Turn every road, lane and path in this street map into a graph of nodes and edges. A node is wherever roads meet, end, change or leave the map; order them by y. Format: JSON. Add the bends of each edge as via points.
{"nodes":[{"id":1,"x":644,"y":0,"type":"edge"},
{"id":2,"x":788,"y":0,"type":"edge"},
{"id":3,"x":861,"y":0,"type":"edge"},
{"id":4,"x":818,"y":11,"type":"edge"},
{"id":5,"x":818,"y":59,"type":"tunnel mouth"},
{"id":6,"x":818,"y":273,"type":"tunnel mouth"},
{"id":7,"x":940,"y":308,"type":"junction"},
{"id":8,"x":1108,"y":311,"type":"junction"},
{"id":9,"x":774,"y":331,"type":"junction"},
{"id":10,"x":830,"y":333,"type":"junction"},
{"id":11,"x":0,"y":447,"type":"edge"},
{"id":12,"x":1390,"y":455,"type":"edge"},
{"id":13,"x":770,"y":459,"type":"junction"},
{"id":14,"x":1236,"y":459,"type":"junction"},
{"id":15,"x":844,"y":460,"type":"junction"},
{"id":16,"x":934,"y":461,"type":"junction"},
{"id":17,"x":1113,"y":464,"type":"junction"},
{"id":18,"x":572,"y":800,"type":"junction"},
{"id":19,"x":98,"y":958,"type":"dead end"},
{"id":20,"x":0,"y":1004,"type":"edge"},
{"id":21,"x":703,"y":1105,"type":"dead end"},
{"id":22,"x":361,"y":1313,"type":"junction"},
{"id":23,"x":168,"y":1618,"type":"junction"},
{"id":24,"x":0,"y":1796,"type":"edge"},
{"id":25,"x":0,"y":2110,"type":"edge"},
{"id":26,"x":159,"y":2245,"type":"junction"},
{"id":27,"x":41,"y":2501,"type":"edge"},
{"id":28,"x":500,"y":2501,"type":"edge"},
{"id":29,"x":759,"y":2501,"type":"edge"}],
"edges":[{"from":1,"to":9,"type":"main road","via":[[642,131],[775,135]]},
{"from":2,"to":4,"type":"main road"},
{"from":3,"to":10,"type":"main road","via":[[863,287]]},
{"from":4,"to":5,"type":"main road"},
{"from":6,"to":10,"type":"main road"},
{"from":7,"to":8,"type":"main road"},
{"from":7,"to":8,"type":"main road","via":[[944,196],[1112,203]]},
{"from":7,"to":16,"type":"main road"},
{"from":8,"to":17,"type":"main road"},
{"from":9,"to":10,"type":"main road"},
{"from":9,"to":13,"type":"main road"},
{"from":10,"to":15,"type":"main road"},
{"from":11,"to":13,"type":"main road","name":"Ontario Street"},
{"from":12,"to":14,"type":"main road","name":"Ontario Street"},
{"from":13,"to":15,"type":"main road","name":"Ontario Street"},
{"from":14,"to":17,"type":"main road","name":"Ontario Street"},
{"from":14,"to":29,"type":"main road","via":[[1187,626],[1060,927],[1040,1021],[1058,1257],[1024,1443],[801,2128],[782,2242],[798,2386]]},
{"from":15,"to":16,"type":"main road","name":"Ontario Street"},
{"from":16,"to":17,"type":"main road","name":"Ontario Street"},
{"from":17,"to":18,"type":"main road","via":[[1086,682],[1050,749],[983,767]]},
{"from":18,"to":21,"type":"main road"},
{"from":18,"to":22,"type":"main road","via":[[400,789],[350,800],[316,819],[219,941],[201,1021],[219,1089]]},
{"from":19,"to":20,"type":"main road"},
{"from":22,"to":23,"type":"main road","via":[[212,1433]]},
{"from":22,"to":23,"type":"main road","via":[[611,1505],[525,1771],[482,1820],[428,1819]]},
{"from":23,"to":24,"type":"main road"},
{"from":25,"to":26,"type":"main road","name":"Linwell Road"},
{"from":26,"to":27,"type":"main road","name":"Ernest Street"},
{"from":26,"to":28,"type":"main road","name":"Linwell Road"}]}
········
**Assignment:** Every line of the data above that includes "nodes" should be listed.

**Exercise response:**
Turn every road, lane and path in this street map into a graph of nodes and edges. A node is wherever roads meet, end, change or leave the map; order them by y. Format: JSON. Add the bends of each edge as via points.
{"nodes":[{"id":1,"x":644,"y":0,"type":"edge"},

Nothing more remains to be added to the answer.